Subscriber OnlyFood

Two classic French chicken dishes that deserve a better class of bird

Spending that little bit extra on a higher-welfare bird will repay you in flavour, texture and piece of mind

Roast chicken with wild mushroom and tarragon and chicken pan pie. Photograph: Harry Weir
Roast chicken with wild mushroom and tarragon and chicken pan pie. Photograph: Harry Weir

This week we turn our focus to the humble chicken. Poultry (which also covers turkey, duck, guinea fowl and pheasant) accounts for almost 50 per cent of meat consumption in this country and is a staple in most people’s weekly shop.

Where possible, I strongly suggest spending a bit extra on a higher-welfare bird. It’ll repay you in flavour, texture and peace of mind. While chicken is seen as a cheaper source of protein here, countries such as France have long celebrated this humble bird.

The crown jewel is the Poulet Bresse – a specific breed of white chicken reared in the Bresse region of mid France. It is protected by the Appellation d’Origin Controllée or AOC. A rare and important French quality mark that ensures a certain product, usually of high quality and long tradition, can only be produced in a specific area and certain way. Other products include Bordeaux wine and Roquefort blue cheese. Ireland has a similar label of protected status for food, run as part of an EU initiative. These include the Waterford blaa and Connemara Hill Lamb. It’s an important programme that we should continue marketing and expanding.

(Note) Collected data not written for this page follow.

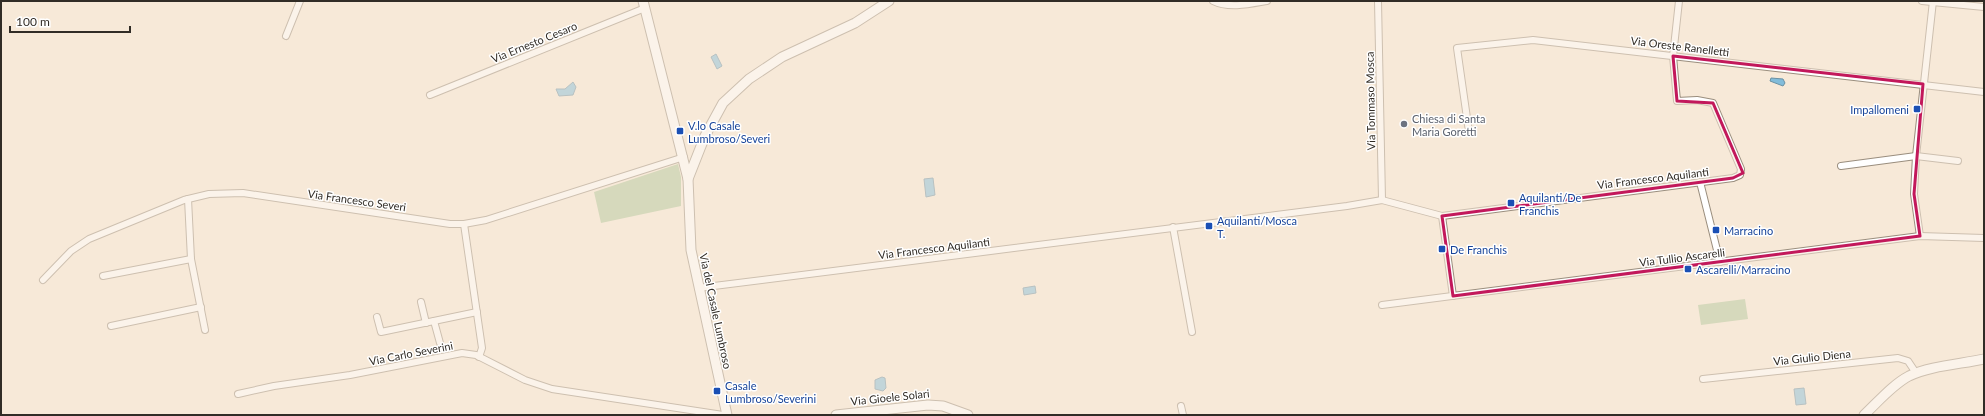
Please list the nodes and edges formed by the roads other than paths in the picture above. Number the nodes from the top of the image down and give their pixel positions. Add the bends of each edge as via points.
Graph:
1 (300, 1) edge
2 (890, 1) edge
3 (1213, 1) edge
4 (1266, 1) edge
5 (1378, 1) edge
6 (1679, 1) edge
7 (1922, 1) edge
8 (1933, 2) edge
9 (644, 5) edge
10 (1984, 7) edge
11 (286, 36) dead end
12 (1673, 56) junction
13 (1923, 84) junction
14 (1984, 92) edge
15 (430, 95) dead end
16 (1469, 132) dead end
17 (1916, 156) junction
18 (684, 157) junction
19 (1958, 161) dead end
20 (1841, 166) dead end
21 (688, 179) junction
22 (1700, 182) junction
23 (188, 199) junction
24 (1382, 200) junction
25 (1442, 216) junction
26 (464, 224) junction
27 (1173, 227) junction
28 (1920, 236) junction
29 (1984, 238) edge
30 (190, 259) junction
31 (1720, 262) junction
32 (103, 276) dead end
33 (43, 280) dead end
34 (698, 288) junction
35 (1453, 296) junction
36 (421, 302) dead end
37 (1382, 305) dead end
38 (201, 307) junction
39 (478, 312) junction
40 (377, 317) dead end
41 (434, 321) junction
42 (426, 323) junction
43 (111, 326) dead end
44 (205, 330) dead end
45 (1192, 332) dead end
46 (440, 343) dead end
47 (479, 357) junction
48 (1984, 359) edge
49 (1916, 373) junction
50 (1703, 379) dead end
51 (238, 394) dead end
52 (1181, 406) dead end
53 (725, 415) edge
54 (836, 415) edge
55 (968, 415) edge
56 (1183, 415) edge
57 (1864, 415) edge

1 - 11 street
2 - 21 street, Via del Casale Lumbroso via 855,23 782,57 738,88 716,114
3 - 4 street via 1234,5
5 - 24 street, Via Tommaso Mosca
6 - 12 street
7 - 8 street
8 - 10 street
8 - 13 street
9 - 15 street, Via Ernesto Cesaro
9 - 18 street
12 - 13 street, Via Oreste Ranelletti
12 - 16 street, Via Oreste Ranelletti via 1533,40 1457,48
12 - 22 street, Via Francesco Aquilanti via 1677,102 1697,100 1713,103 1741,169 1740,175 1733,178
13 - 14 street, Via Oreste Ranelletti
13 - 17 street
17 - 19 street
17 - 20 street
17 - 28 street via 1914,194
18 - 21 street
18 - 26 street, Via Francesco Severi via 486,220
21 - 34 street, Via del Casale Lumbroso via 691,250
22 - 25 street, Via Francesco Aquilanti
22 - 31 street
23 - 26 street, Via Francesco Severi via 214,193 238,193
23 - 30 street
23 - 33 street, Via Francesco Severi via 85,241 71,251
24 - 25 street, Via Francesco Aquilanti
24 - 27 street, Via Francesco Aquilanti
25 - 35 street
26 - 39 street
27 - 34 street, Via Francesco Aquilanti
27 - 45 street
28 - 29 street, Via Tullio Ascarelli
28 - 31 street, Via Tullio Ascarelli
30 - 32 street
30 - 38 street
31 - 35 street, Via Tullio Ascarelli
34 - 53 street, Via del Casale Lumbroso via 713,348
35 - 37 street, Via Tullio Ascarelli
36 - 42 street
38 - 43 street
38 - 44 street
39 - 41 street
39 - 47 street via 482,348
40 - 42 street via 381,332
41 - 42 street
41 - 46 street
47 - 51 street, Via Carlo Severini via 466,353 449,355 350,376 274,386
47 - 53 street, Via Carlo Severini via 525,380 552,388
48 - 49 street
49 - 50 street, Via Giulio Diena via 1908,361 1898,358
49 - 57 street via 1900,382
52 - 56 street
54 - 55 street, Via Gioele Solari via 928,404 943,406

Poulet Bresse live an idyllic, pampered life in the foothills of the Rhône valley and Burgundy wine region. Notable towns in the area include Dijon, famed for its balanced and widely used mustard (a regular in this column). A single bird can cost as much as €60. While spending time in a now three Michelin-starred London restaurant many years ago, I asked the chef how they made money on such an expensive product? “We don’t,” he said. “But I’ll adjust costings on other dishes to accommodate this chicken, because it’s important that we showcase the tradition and care that goes into rearing it.” Noted.

READ MORE

So a few years later we put it on the menu in a Dublin restaurant, and while the flavour was at a different level, customers commented that the texture was odd. In fact, this is what chicken should be like, we’ve just become used to the mass-produced quality. Obviously few of us are in a position to splash out on the French exemplar for home-cooked meals; instead try to source the best-quality chicken possible.

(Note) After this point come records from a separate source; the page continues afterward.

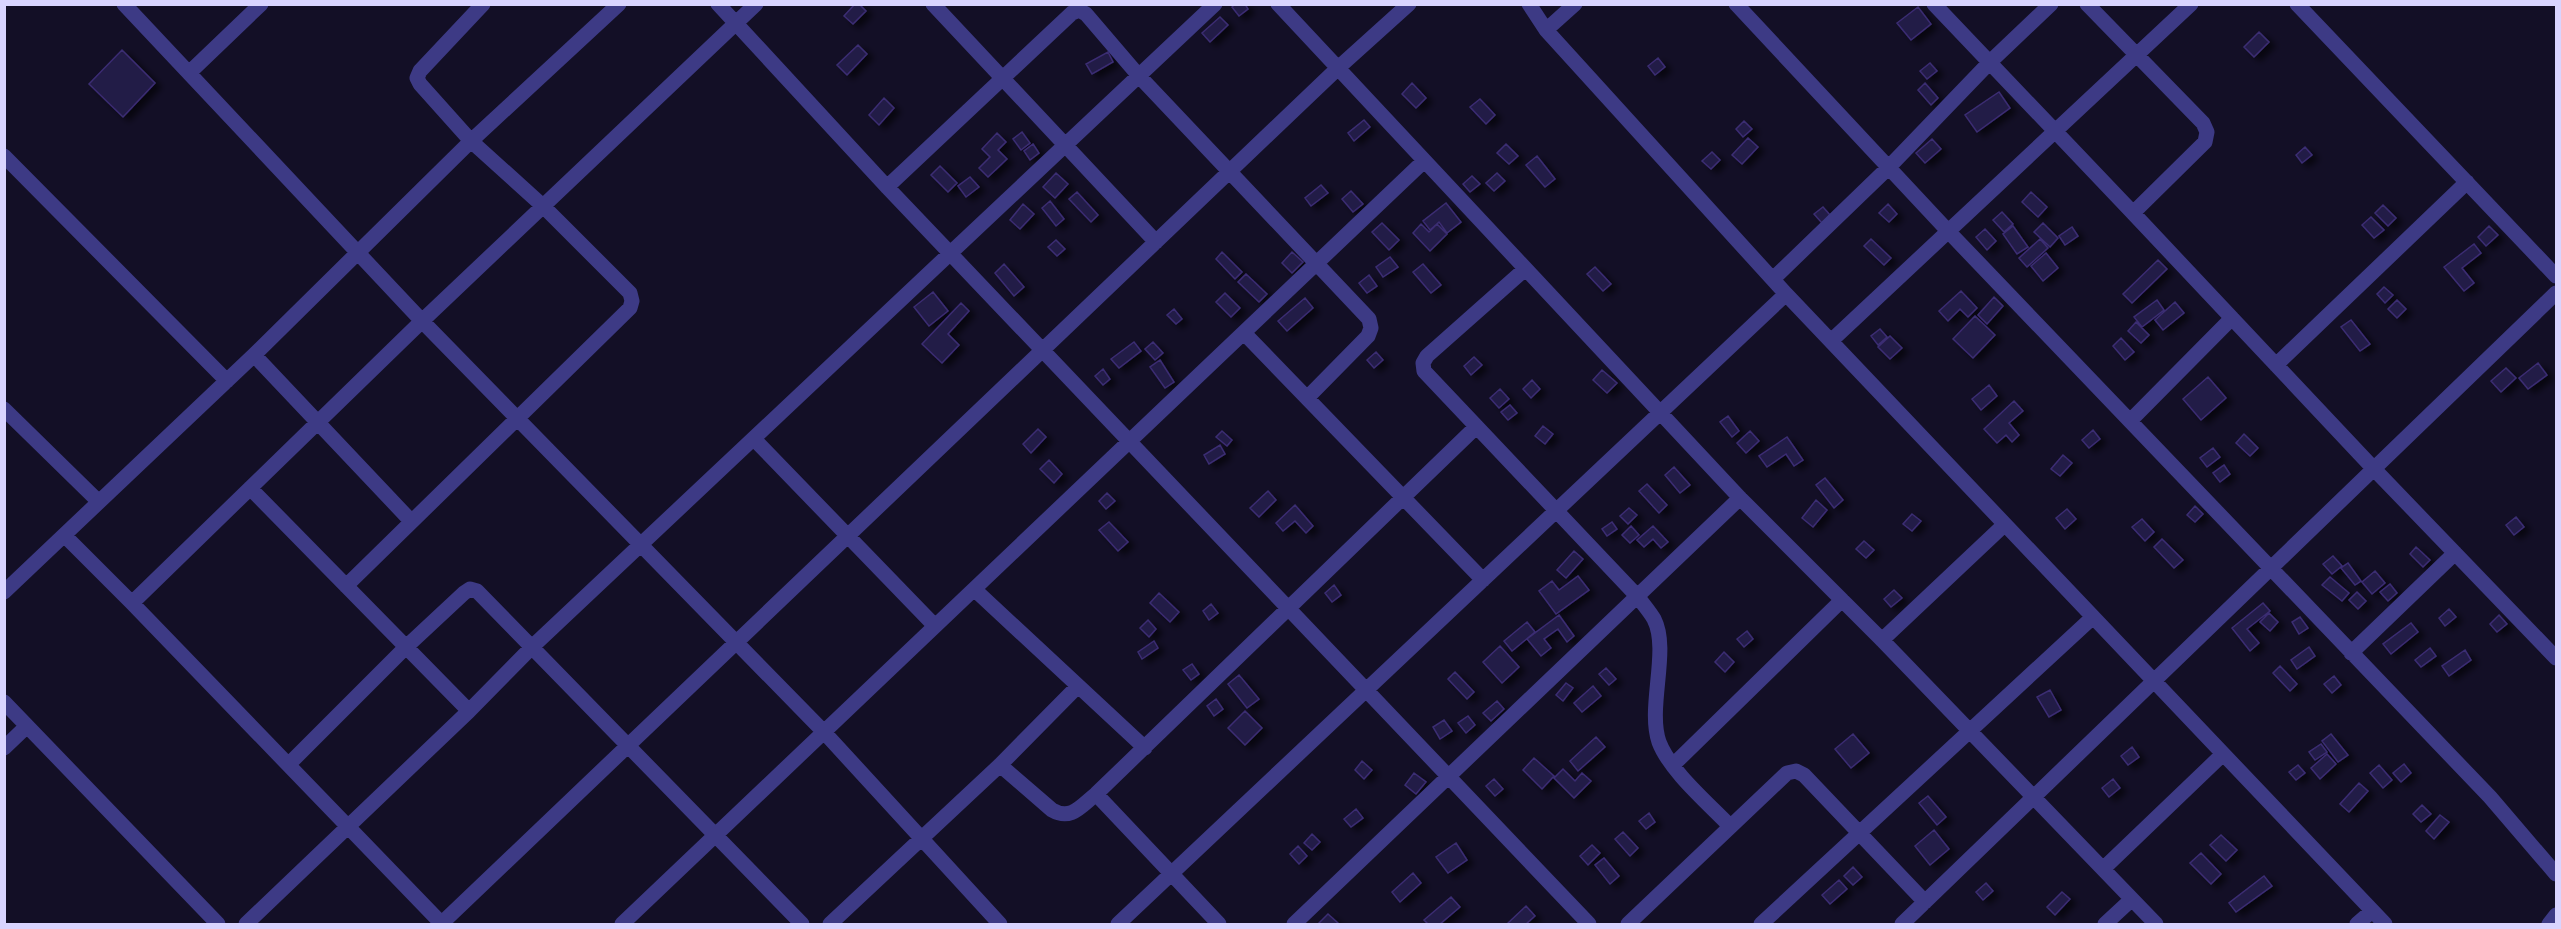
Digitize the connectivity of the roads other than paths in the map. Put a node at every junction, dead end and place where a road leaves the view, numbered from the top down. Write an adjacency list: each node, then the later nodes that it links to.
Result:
1 (261, 4): 24 (street)
2 (483, 4): 28 (street)
3 (620, 4): 28 (street)
4 (718, 4): 19 (street)
5 (756, 4): 19 (street)
6 (1215, 4): 25 (street)
7 (1278, 4): 23 (street)
8 (1409, 4): 23 (street)
9 (1529, 4): 20 (street)
10 (1575, 4): 20 (street)
11 (1736, 4): 32 (street)
12 (1934, 4): 22 (street)
13 (2051, 4): 22 (street)
14 (2087, 4): 21 (street)
15 (2191, 4): 21 (street)
16 (2297, 4): 34 (street)
17 (134, 8): 24 (street)
18 (944, 8): 26 (street)
19 (735, 23): 35 (street); 36 (street)
20 (1546, 30): 45 (street)
21 (2137, 56): 27 (street); 37 (street)
22 (1990, 62): 27 (street); 32 (street)
23 (1338, 68): 31 (street); 33 (street)
24 (189, 73): 41 (street)
25 (1139, 76): 26 (street); 29 (street); 33 (street)
26 (1002, 77): 29 (street); 35 (street)
27 (2056, 131): 37 (street); 38 (street)
28 (471, 141): 36 (street); 41 (street)
29 (1064, 144): 39 (street); 40 (street)
30 (4, 156): 55 (street)
31 (1424, 161): 42 (street); 43 (street)
32 (1888, 168): 38 (street); 45 (street)
33 (1230, 172): 39 (street); 42 (street)
34 (2467, 182): 44 (street); 54 (street)
35 (887, 186): 40 (street)
36 (544, 207): 49 (street); 59 (street)
37 (2133, 213): 48 (street)
38 (1948, 231): 51 (street); 60 (street)
39 (1156, 242): 52 (street)
40 (950, 252): 52 (street); 63 (street)
41 (359, 253): 49 (street); 53 (street)
42 (1317, 264): 50 (street); 56 (street)
43 (1525, 269): 58 (street); 62 (street)
44 (2556, 276)
45 (1773, 279): 47 (street)
46 (2556, 293): 65 (street)
47 (1786, 294): 51 (street); 58 (street)
48 (2232, 318): 54 (street); 60 (street)
49 (422, 321): 59 (street); 61 (street)
50 (1245, 334): 56 (street); 64 (street)
51 (1831, 341): 72 (street)
52 (1044, 349): 64 (street); 74 (street)
53 (254, 355): 55 (street); 61 (street)
54 (2276, 365): 65 (street)
55 (226, 381): 69 (street)
56 (1306, 398): 67 (street)
57 (4, 409): 69 (street)
58 (1661, 412): 68 (street); 70 (street)
59 (517, 418): 71 (street); 75 (street)
60 (2131, 420): 77 (street)
61 (317, 424): 66 (street); 71 (street)
62 (1476, 427): 67 (street); 70 (street)
63 (754, 439): 74 (street); 75 (street)
64 (1130, 442): 80 (street); 85 (street)
65 (2374, 470): 76 (street); 77 (street)
66 (250, 488): 79 (street); 84 (street)
67 (1403, 498): 78 (street); 85 (street)
68 (1740, 498): 82 (street); 83 (street)
69 (98, 501): 73 (street)
70 (1556, 511): 78 (street); 82 (street)
71 (411, 521): 79 (street)
72 (2004, 525): 86 (street); 88 (street)
73 (64, 535): 81 (street); 84 (street)
74 (848, 536): 87 (street); 89 (street)
75 (643, 544): 89 (street); 90 (street)
76 (2455, 553): 92 (street); 93 (street)
77 (2272, 570): 92 (street); 94 (street)
78 (1483, 580): 96 (street)
79 (346, 586): 91 (street)
80 (974, 589): 87 (street); 95 (street)
81 (4, 592)
82 (1638, 597): 108 (street); 109 (street)
83 (1842, 600): 88 (street); 108 (street)
84 (132, 603): 106 (street)
85 (1290, 608): 96 (street); 104 (street)
86 (2092, 617): 94 (street); 101 (street)
87 (934, 625): 100 (street)
88 (1882, 640): 101 (street)
89 (738, 642): 100 (street); 102 (street)
90 (533, 646): 91 (street); 98 (street); 102 (street)
91 (405, 648): 98 (street); 106 (street)
92 (2351, 653): 119 (street)
93 (2556, 658)
94 (2155, 682): 105 (street); 111 (street)
95 (1077, 687): 104 (street); 107 (street)
96 (1366, 690): 109 (street); 118 (street)
97 (4, 702): 99 (street)
98 (469, 711): 112 (street)
99 (27, 726): 103 (street); 124 (street)
100 (824, 731): 115 (street); 116 (street)
101 (1969, 731): 111 (street); 114 (street)
102 (629, 746): 115 (street); 126 (street)
103 (4, 748)
104 (1145, 748): 110 (street)
105 (2223, 754): 117 (street); 122 (street)
106 (289, 764): 112 (street)
107 (1000, 765): 110 (street); 116 (street)
108 (1673, 765): 113 (street)
109 (1449, 777): 133 (street); 134 (street)
110 (1096, 794): 118 (street)
111 (2034, 797): 117 (street); 121 (street)
112 (347, 826): 125 (street); 126 (street)
113 (1730, 826): 114 (street); 135 (street)
114 (1859, 833): 121 (street); 136 (street)
115 (715, 834): 127 (street); 128 (street)
116 (922, 839): 129 (street); 130 (street)
117 (2103, 869): 120 (street)
118 (1171, 874): 131 (street); 132 (street)
119 (2556, 874)
120 (2132, 899): 138 (street); 139 (street)
121 (1925, 902): 137 (street)
122 (2372, 911): 140 (street); 141 (street)
123 (2556, 915): 142 (street)
124 (218, 924)
125 (246, 924)
126 (441, 924)
127 (622, 924)
128 (802, 924)
129 (830, 924)
130 (1000, 924)
131 (1118, 924)
132 (1219, 924)
133 (1294, 924)
134 (1589, 924)
135 (1628, 924)
136 (1761, 924)
137 (1902, 924)
138 (2105, 924)
139 (2156, 924)
140 (2357, 924)
141 (2385, 924)
142 (2549, 924)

The first recipe is a nod to the Bresse region, cooking the bird on the bone and using the juices from the pan to create a really simple and delicious glaze or sauce. Chicken and mushroom is a pairing as old as time, so we’ve cooked them out in some white burgundy wine and a splash of cream, seasoning with lots of pepper and our fiery Dijon mustard. The key is to get lots of colour on the chicken skin, while cooking on the bone will stop the meat drying out. Close your eyes and you could almost be sitting in the Gallic sun, sipping on white wine and mopping up the juices with some crusty boulangerie baguette.

The second recipe is a staple in our house. A one-pot-wonder, it is a great midweek filler using chicken breast and a thick sauce packed with flavour. The texture is managed by adding flour to the base. Once the sauce and filling is sorted, I throw a sheet of puff pastry on top of the pan. A quick glaze and some added sesame seeds and it’s into the oven to crisp up. Once the kitchen is cleaned down, you’re rewarded with a delicious dinner and only one pan to wash up.

Now, back to dreaming about that French sun.